A–C C57BL/6 mice received OT-I Tg CD45.1⁺ cells on day 0, followed by OVA_257–264 peptide and the indicated antibodies on day 1. Expansion of OVA_257–264 specific CD45.1⁺ CD8⁺ T cells was monitored by flow cytometry of peripheral blood samples following staining with anti-CD8 and anti-CD45.1. A Representative flow cytometry contour plots obtained on day 5 and B the compiled data with each bar representing the mean ± SEM from 4 individual mice from one experiment (n = 4 mice per group). Statistical significance was determined by one-way ANOVA, with Tukey’s post-hoc test for multiple comparisons, and significance values are indicated in the figure. C Time course of CD45.1⁺ CD8⁺ T cell expansion. Data points are the mean ± SEM from 4 individual mice from one experiment (n = 4 mice per group).

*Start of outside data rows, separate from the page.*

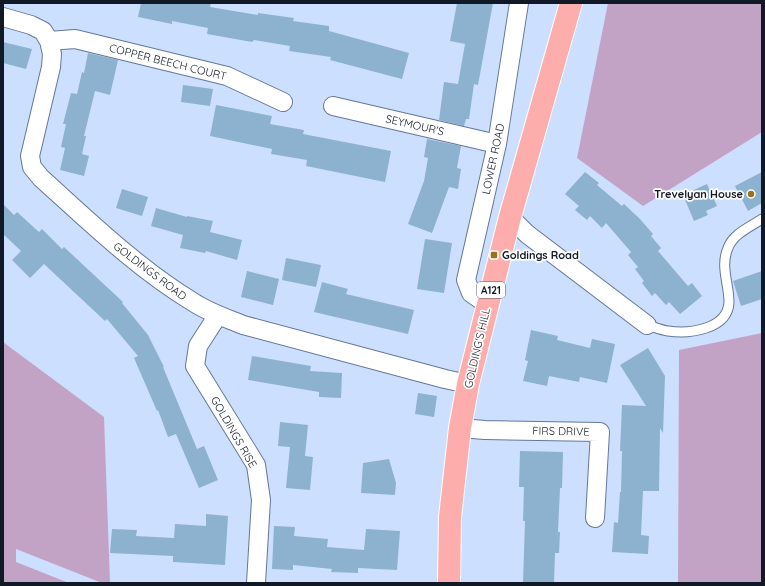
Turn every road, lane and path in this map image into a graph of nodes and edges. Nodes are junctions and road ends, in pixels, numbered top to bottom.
1 (519, 3) edge
2 (571, 3) edge
3 (3, 17) edge
4 (49, 41) junction
5 (282, 102) dead end
6 (334, 106) dead end
7 (497, 144) junction
8 (510, 217) junction
9 (762, 219) edge
10 (487, 304) junction
11 (218, 315) junction
12 (647, 325) joint
13 (468, 384) junction
14 (460, 428) junction
15 (595, 518) dead end
16 (256, 583) edge
17 (449, 583) edge

1 - 7 street, LOWER ROAD
2 - 8 main road, GOLDING'S HILL / A121
3 - 4 street
4 - 5 street, COPPER BEECH COURT
4 - 11 street, GOLDINGS ROAD
6 - 7 street, SEYMOUR'S
7 - 10 street, LOWER ROAD
8 - 10 main road, GOLDING'S HILL / A121
8 - 12 street
9 - 12 lane
10 - 13 main road, GOLDING'S HILL / A121
11 - 13 street, GOLDINGS ROAD
11 - 16 street, GOLDINGS RISE
13 - 14 main road, GOLDING'S HILL / A121
14 - 15 street, FIRS DRIVE
14 - 17 main road, GOLDING'S HILL / A121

Statistical significance was assessed by one-way ANOVA with Tukey’s post-hoc test for multiple comparisons on areas under the curve (AUC), with significance values indicated in the figure. Responses of “NQ” antibody variants were not statistically significant compared to the isotype control. Source data are provided as a Source data file.